AQA · For Pupils · Language paper 1 · Revision · Teaching Ideas · Writing

Year 11 – writing for language paper 1 question 5

Here are some of the slides we will be using for our writing revision. Remember, that for this question you need to write imaginatively. There are two questions to choose from: one might be a description based on an image; the other might be to write a story. However, both questions might ask you to write a story; equally, both questions might ask you to describe: 

For example, one paper included these questions:

  1. Write a description of young children leaving home as suggested by this picture:
  2. Write a description about a person who has made a strong impression on you

Another paper included these:

  1. Write a story set on a dark night as suggested by this picture:
  2. Write a story about a game that goes badly wrong.

The important thing is to write in an engaging way. Think about the techniques you’re going to use – personification, metaphors etc. Describe the scene for your reader – pathetic fallacy, for example. Foreshadowing is good – hint at the events to come.

Don’t try and write loads – there is no correlation between the weight of an exam paper and the grade it receives. Two sides of tightly controlled writing can be impressive.

Clear and linked paragraphs. Think about how this will happen. Is your narrative chronological? Flashback? Signal the shifts CLEARLY to your reader.

Use a range of sentence and paragraph lengths. DELIBERATELY build in short sentences for effect; a short(er) paragraph. Some repetition. Three part lists etc.

VOCAB – this appears in the AO5 and AO6 mark scheme. This is from the level 4 descriptors for AO5: Extensive and ambitious vocabulary with sustained crafting of linguistic devices.

And this is from the level 4 descriptors for AO6: Extensive and ambitious use of vocabulary

This doesn’t mean you need to have swallowed a dictionary but some carefully chosen words can be effective. You have these in your armoury: how many different words for ‘running’ can you think of, for example?

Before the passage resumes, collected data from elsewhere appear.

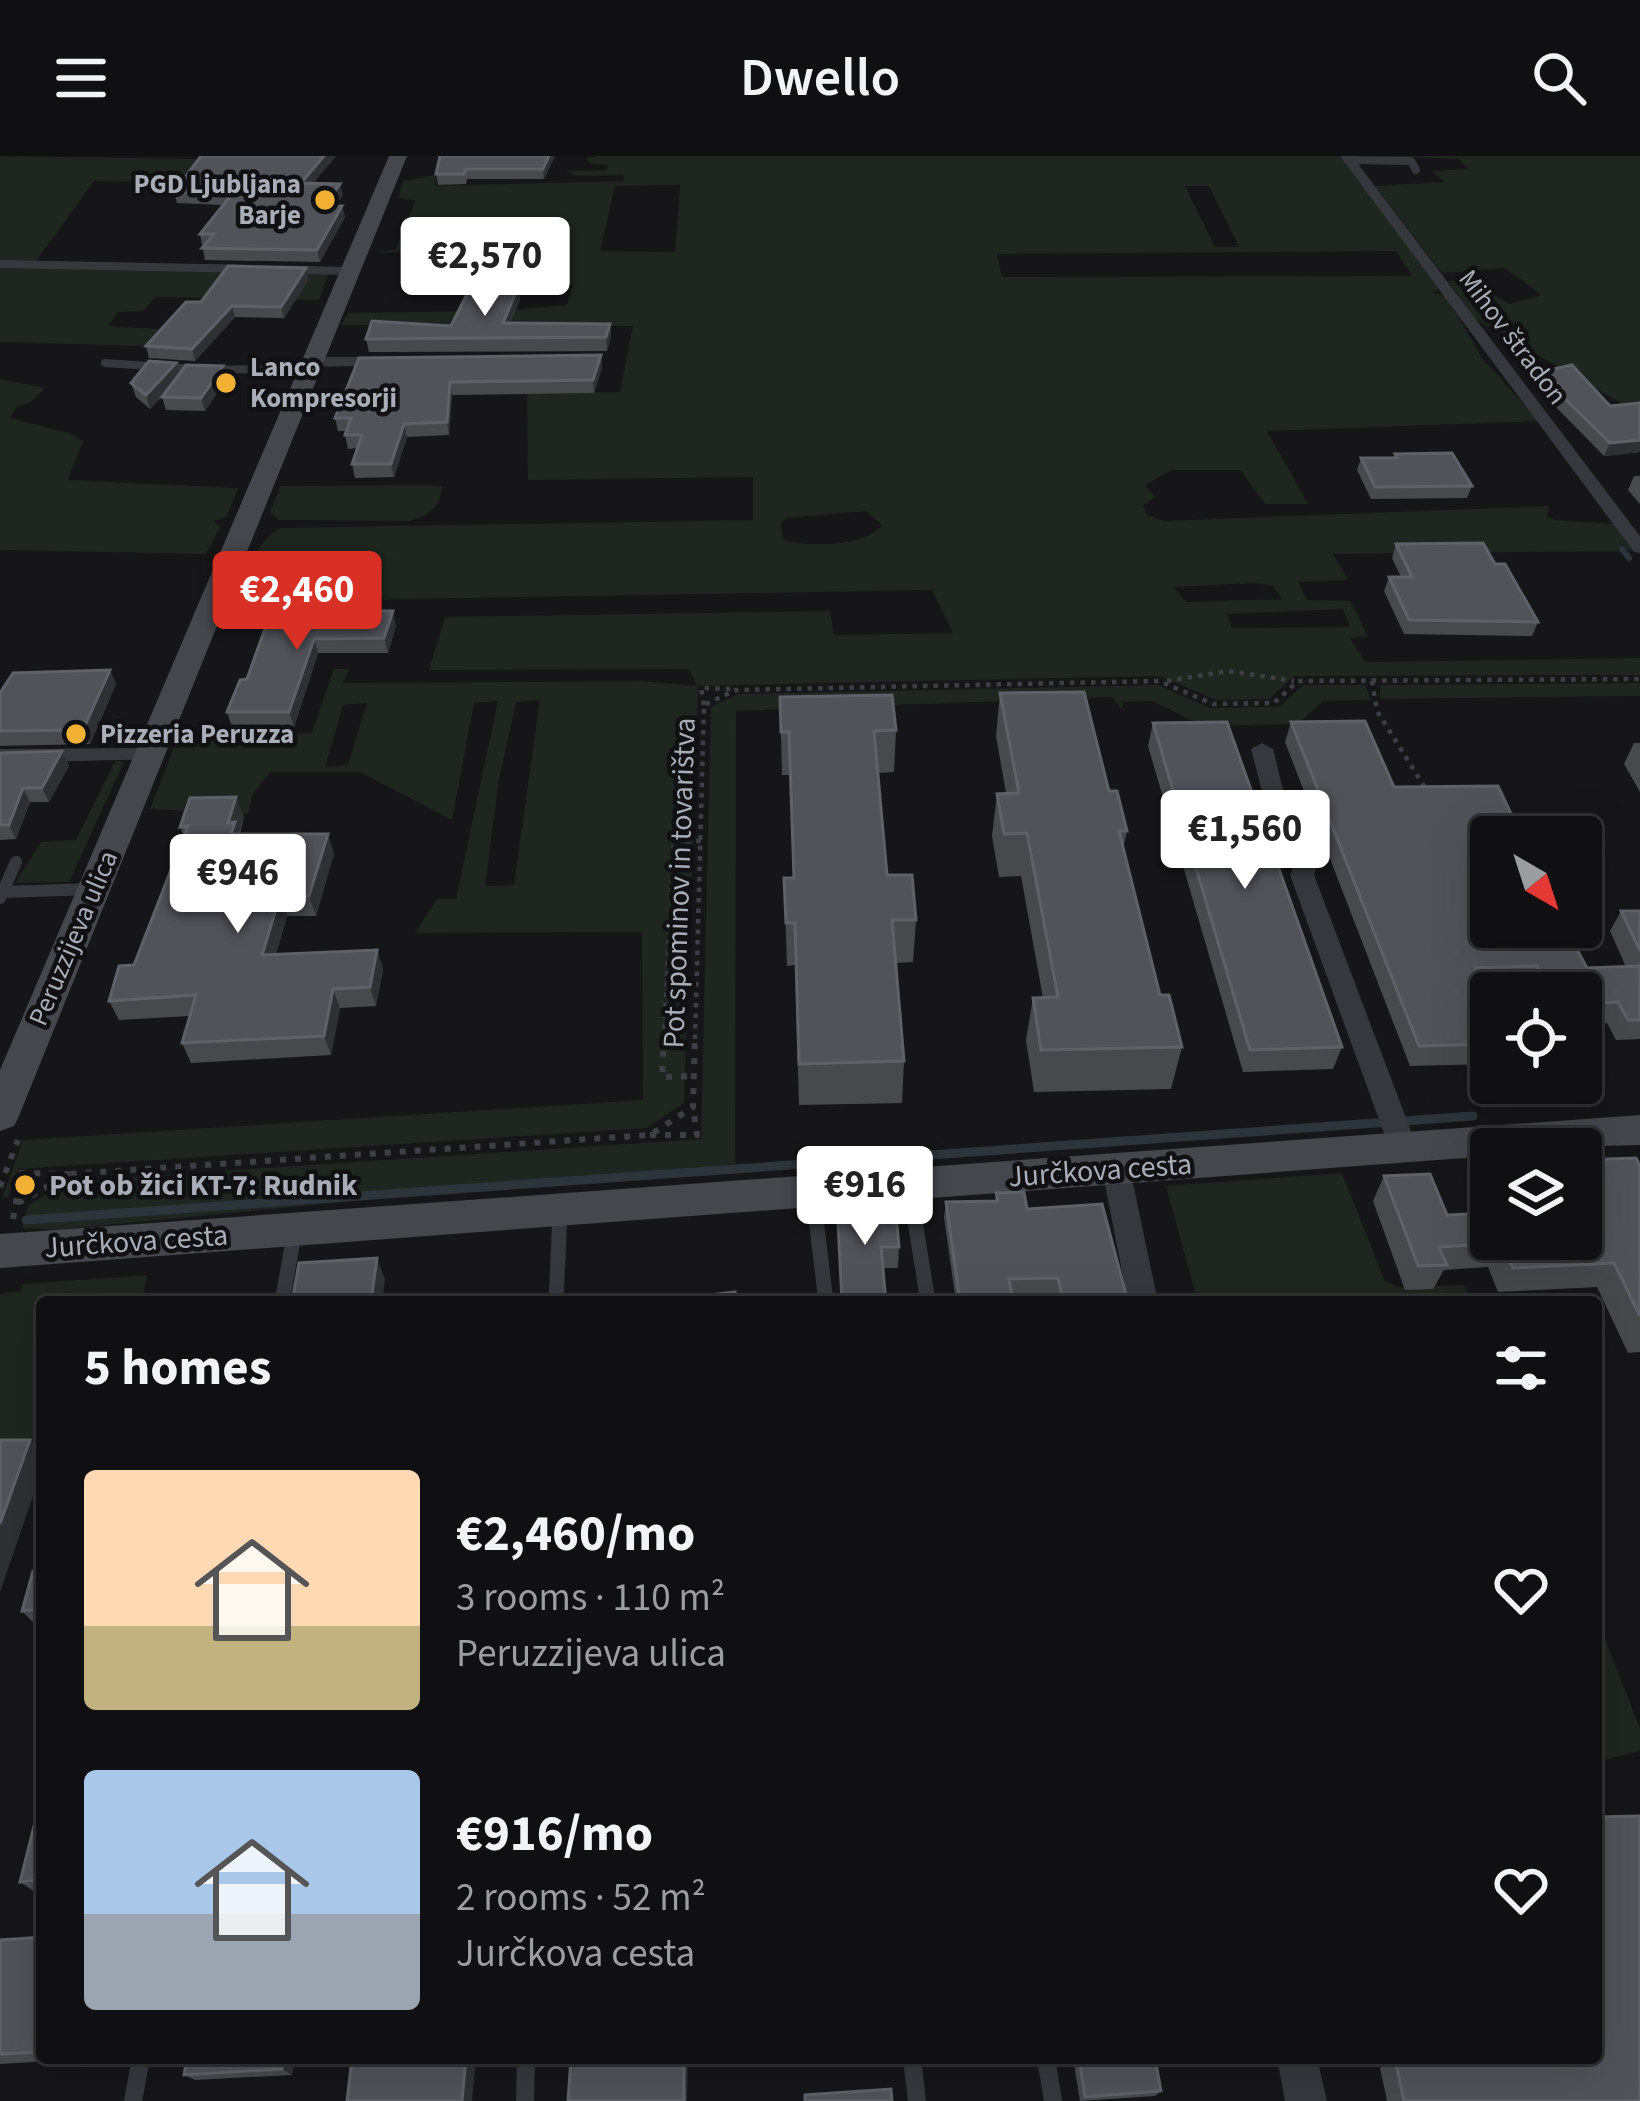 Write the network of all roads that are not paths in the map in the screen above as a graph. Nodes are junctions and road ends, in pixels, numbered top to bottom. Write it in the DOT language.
graph roads {
  1 [pos="398,156"];
  2 [pos="1347,158"];
  3 [pos="1416,170"];
  4 [pos="0,264"];
  5 [pos="350,271"];
  6 [pos="404,362"];
  7 [pos="105,363"];
  8 [pos="311,365"];
  9 [pos="1640,548"];
  10 [pos="1262,749"];
  11 [pos="150,754"];
  12 [pos="0,756"];
  13 [pos="16,862"];
  14 [pos="93,889"];
  15 [pos="1,895"];
  16 [pos="0,1116"];
  17 [pos="1396,1128"];
  18 [pos="1640,1130"];
  19 [pos="1116,1169"];
  20 [pos="909,1184"];
  21 [pos="813,1191"];
  22 [pos="560,1210"];
  23 [pos="295,1229"];
  24 [pos="6,1238"];
  25 [pos="283,1296"];
  26 [pos="556,1296"];
  27 [pos="825,1296"];
  28 [pos="927,1296"];
  29 [pos="1142,1296"];
  30 [pos="140,2064"];
  31 [pos="526,2064"];
  32 [pos="913,2064"];
  33 [pos="1047,2064"];
  34 [pos="1299,2064"];
  35 [pos="133,2101"];
  36 [pos="524,2101"];
  37 [pos="917,2101"];
  38 [pos="1053,2101"];
  39 [pos="1306,2101"];
  1 -- 5 [label="main road, Peruzzijeva ulica"];
  2 -- 3 [label="lane"];
  2 -- 9 [label="street, Mihov štradon"];
  4 -- 5 [label="street"];
  5 -- 8 [label="main road, Peruzzijeva ulica"];
  6 -- 8 [label="street"];
  7 -- 8 [label="lane"];
  8 -- 11 [label="main road, Peruzzijeva ulica"];
  10 -- 17 [label="street"];
  11 -- 12 [label="street"];
  11 -- 14 [label="main road, Peruzzijeva ulica"];
  13 -- 15 [label="lane"];
  14 -- 15 [label="lane"];
  14 -- 16 [label="main road, Peruzzijeva ulica"];
  17 -- 18 [label="main road, Jurčkova cesta"];
  17 -- 19 [label="main road, Jurčkova cesta"];
  19 -- 20 [label="main road, Jurčkova cesta"];
  19 -- 29 [label="street"];
  20 -- 21 [label="main road, Jurčkova cesta"];
  20 -- 28 [label="lane"];
  21 -- 22 [label="main road, Jurčkova cesta"];
  21 -- 27 [label="lane"];
  22 -- 23 [label="main road, Jurčkova cesta"];
  22 -- 26 [label="lane"];
  23 -- 24 [label="main road, Jurčkova cesta"];
  23 -- 25 [label="lane"];
  30 -- 35 [label="lane"];
  31 -- 36 [label="lane"];
  32 -- 37 [label="lane"];
  33 -- 38 [label="lane"];
  34 -- 39 [label="street"];
} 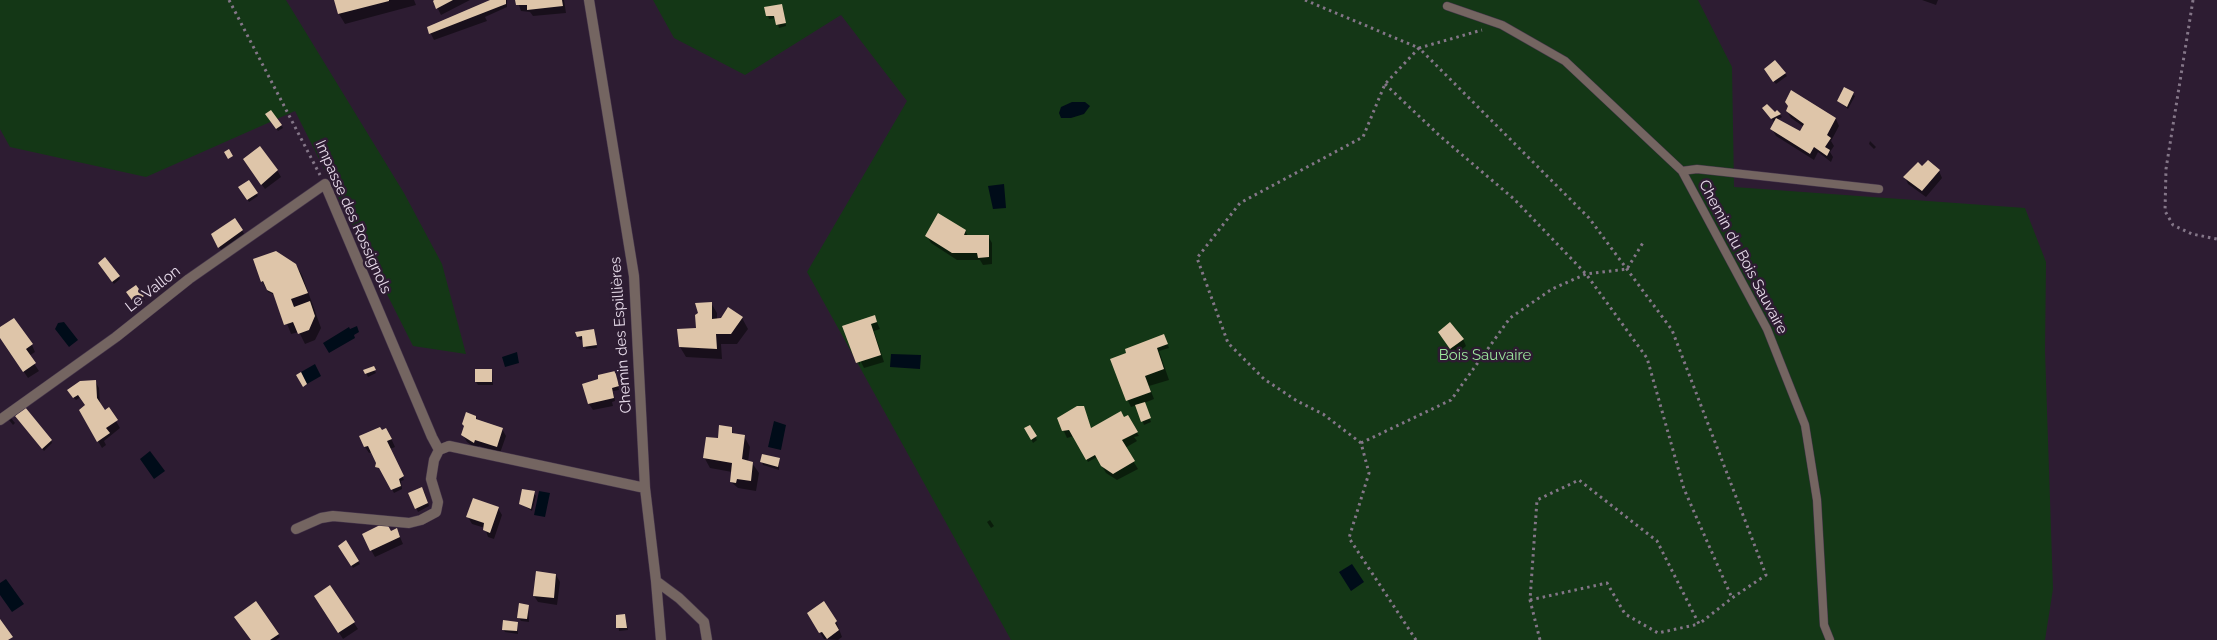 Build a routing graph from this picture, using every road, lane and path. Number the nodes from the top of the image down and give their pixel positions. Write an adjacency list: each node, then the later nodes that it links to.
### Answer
1 (229, 0): 10 (path, Impasse des Rossignols)
2 (589, 0): 19 (street, Chemin des Espillières)
3 (1305, 0): 7 (path)
4 (2193, 0): 12 (path)
5 (1447, 6): 6 (lane, Chemin du Bois Sauvaire)
6 (1502, 25): 7 (path); 9 (lane, Chemin du Bois Sauvaire)
7 (1419, 48): 8 (path); 14 (path)
8 (1385, 84): 15 (path); 17 (path)
9 (1682, 172): 11 (lane); 29 (lane, Chemin du Bois Sauvaire)
10 (325, 184): 16 (street, Le Vallon); 18 (street, Impasse des Rossignols)
11 (1880, 189)
12 (2217, 239)
13 (1644, 240): 14 (path)
14 (1627, 269): 15 (path); 22 (path)
15 (1586, 274): 17 (path); 22 (path)
16 (0, 420)
17 (1361, 443): 27 (path)
18 (439, 450): 19 (street); 20 (street)
19 (645, 488): 21 (street, Chemin des Espillières)
20 (296, 529)
21 (656, 582): 25 (street, Chemin des Espillières); 26 (street)
22 (1732, 598): 24 (path)
23 (1530, 600): 24 (path); 24 (path); 28 (path)
24 (1699, 624)
25 (661, 640)
26 (707, 640)
27 (1416, 640)
28 (1540, 640)
29 (1830, 640) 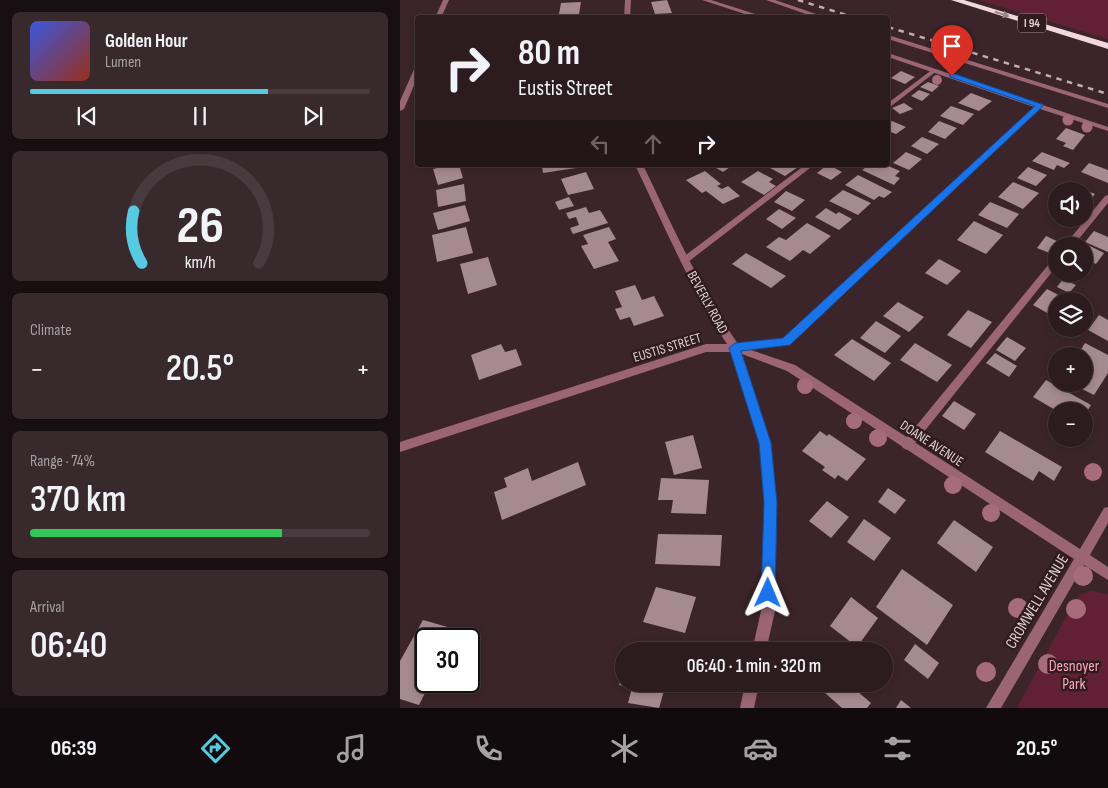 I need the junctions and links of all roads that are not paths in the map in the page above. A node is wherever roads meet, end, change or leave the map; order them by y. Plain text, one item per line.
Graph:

Equally, simple words in a different context can be effective. Here is a sentence from Flannery O’Connor’s novel, Wise Blood:

“The train was racing through tree tops that fell away at intervals and showed the sun standing, very red, on the edge of the farthest woods.” 

Using the phrase ‘fell away’ personifies the trees and feels quite dramatic, as if the landscape moves at will. Using the word ‘standing’ to describe the sun is also effective. What word would you normally use? Glowed? Shone? The sun WAS red? By using the word ‘standing’ the writer offers a lovely contrast between the movement of the train and the trees and the stillness of the sun. Now although these are relatively simple words, it is the USE of them that is ambitious.

This is the opening sentence to one of my favourite novels, The New York Trilogy by Paul Auster.

“It was a wrong number that started it, the telephone ringing three times in the dead of night, and the voice on the other end asking for someone he was not”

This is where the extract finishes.